### Material for the task ###
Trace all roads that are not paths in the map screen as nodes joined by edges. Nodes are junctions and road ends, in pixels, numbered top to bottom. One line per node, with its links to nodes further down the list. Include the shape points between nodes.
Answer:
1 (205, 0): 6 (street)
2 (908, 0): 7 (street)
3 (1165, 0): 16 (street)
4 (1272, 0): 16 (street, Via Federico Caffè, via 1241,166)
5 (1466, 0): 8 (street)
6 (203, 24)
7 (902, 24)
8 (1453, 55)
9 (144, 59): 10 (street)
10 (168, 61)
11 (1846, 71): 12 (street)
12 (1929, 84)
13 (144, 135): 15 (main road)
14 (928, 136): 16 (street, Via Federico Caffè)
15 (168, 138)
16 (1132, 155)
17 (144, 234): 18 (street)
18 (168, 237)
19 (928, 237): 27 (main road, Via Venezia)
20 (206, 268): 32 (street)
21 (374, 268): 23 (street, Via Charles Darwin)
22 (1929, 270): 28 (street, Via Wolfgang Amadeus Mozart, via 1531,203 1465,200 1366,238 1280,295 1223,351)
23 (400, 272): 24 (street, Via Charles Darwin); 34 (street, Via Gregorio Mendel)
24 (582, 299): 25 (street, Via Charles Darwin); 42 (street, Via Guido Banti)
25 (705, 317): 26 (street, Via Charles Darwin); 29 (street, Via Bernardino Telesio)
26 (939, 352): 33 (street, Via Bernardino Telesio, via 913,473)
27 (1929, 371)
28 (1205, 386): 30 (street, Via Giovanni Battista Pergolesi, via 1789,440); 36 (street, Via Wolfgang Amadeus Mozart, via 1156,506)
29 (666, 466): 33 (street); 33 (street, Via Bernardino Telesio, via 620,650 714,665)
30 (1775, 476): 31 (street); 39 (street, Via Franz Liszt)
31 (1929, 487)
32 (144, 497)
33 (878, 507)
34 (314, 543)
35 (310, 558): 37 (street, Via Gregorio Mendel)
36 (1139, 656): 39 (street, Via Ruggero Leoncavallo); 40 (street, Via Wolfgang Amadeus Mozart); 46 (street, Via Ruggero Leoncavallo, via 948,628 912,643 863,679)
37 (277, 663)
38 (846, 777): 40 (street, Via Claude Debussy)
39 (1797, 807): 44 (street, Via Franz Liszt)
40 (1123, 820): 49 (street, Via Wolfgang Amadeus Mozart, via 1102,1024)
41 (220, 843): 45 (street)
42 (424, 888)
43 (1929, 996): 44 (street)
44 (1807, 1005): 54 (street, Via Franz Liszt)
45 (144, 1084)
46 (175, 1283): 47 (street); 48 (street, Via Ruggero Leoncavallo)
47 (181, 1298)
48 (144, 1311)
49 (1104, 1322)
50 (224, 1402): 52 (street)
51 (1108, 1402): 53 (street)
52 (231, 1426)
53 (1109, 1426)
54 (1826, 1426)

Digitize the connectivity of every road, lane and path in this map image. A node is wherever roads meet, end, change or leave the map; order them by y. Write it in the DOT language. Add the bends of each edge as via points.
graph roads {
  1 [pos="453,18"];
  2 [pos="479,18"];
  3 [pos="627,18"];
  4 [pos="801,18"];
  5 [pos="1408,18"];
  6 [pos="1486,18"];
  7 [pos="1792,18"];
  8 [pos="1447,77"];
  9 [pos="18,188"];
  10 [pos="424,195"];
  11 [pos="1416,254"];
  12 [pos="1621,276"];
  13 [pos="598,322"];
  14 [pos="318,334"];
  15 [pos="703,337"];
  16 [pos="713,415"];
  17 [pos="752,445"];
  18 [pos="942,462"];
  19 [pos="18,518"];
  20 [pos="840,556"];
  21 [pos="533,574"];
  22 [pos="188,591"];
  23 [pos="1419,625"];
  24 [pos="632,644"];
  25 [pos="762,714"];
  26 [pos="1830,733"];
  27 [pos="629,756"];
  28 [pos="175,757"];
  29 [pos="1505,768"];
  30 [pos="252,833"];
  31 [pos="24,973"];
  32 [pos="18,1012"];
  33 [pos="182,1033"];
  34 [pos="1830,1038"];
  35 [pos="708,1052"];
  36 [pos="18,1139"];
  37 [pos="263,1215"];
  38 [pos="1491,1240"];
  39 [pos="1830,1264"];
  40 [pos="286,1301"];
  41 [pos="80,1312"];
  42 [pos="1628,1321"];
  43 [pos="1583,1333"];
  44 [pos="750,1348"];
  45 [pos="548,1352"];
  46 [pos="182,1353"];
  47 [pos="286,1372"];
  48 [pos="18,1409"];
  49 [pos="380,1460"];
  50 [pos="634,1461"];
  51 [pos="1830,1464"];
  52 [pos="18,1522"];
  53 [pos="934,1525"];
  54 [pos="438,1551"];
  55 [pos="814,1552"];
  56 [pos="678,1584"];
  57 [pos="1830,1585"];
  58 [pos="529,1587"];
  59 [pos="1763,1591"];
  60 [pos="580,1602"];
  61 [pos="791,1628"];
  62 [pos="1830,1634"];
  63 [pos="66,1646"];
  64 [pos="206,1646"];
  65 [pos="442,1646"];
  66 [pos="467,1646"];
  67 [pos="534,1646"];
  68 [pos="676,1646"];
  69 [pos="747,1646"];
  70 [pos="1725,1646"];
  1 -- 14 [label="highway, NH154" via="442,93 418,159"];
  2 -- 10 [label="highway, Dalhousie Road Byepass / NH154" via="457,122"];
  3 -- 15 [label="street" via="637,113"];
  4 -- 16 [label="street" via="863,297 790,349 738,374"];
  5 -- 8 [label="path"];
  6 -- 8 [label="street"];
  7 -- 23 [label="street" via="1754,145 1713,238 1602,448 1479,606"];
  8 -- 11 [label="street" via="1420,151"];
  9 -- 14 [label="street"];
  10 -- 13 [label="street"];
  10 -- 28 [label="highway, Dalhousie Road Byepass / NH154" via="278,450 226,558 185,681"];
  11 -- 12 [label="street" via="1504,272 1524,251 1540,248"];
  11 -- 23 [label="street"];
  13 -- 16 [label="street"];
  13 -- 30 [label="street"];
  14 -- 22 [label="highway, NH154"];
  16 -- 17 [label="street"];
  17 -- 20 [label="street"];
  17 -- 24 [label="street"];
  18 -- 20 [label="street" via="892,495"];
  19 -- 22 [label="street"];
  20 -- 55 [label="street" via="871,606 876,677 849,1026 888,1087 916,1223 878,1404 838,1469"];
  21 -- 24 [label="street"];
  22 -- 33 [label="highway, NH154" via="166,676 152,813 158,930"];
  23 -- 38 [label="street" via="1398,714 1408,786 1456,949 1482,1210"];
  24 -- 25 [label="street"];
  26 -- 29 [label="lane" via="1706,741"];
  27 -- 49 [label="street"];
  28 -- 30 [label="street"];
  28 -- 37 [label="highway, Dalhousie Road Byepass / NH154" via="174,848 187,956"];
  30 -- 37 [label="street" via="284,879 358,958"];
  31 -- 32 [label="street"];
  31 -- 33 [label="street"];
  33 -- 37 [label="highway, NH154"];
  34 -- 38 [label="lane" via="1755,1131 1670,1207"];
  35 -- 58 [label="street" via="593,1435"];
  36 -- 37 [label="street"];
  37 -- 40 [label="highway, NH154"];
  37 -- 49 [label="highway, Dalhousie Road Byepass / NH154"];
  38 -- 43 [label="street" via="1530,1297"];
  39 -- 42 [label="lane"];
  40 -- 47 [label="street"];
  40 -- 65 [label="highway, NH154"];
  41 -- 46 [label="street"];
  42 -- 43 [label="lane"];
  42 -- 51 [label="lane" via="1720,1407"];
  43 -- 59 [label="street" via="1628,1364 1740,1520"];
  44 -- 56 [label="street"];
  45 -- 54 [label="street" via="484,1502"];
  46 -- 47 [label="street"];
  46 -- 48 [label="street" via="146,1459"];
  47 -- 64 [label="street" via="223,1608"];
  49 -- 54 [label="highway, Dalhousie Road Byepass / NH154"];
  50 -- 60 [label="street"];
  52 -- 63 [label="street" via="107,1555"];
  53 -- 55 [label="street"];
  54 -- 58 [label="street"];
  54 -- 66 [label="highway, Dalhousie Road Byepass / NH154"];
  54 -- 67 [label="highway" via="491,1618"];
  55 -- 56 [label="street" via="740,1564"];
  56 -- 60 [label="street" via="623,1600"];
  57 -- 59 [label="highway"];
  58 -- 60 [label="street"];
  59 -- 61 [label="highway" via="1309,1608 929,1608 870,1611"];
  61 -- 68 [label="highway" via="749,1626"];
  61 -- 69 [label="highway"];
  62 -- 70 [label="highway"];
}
###
(Assignment): Go through the records above and copy every line with the word "Leoncavallo".

(Response area):
36 (1139, 656): 39 (street, Via Ruggero Leoncavallo); 40 (street, Via Wolfgang Amadeus Mozart); 46 (street, Via Ruggero Leoncavallo, via 948,628 912,643 863,679)
46 (175, 1283): 47 (street); 48 (street, Via Ruggero Leoncavallo)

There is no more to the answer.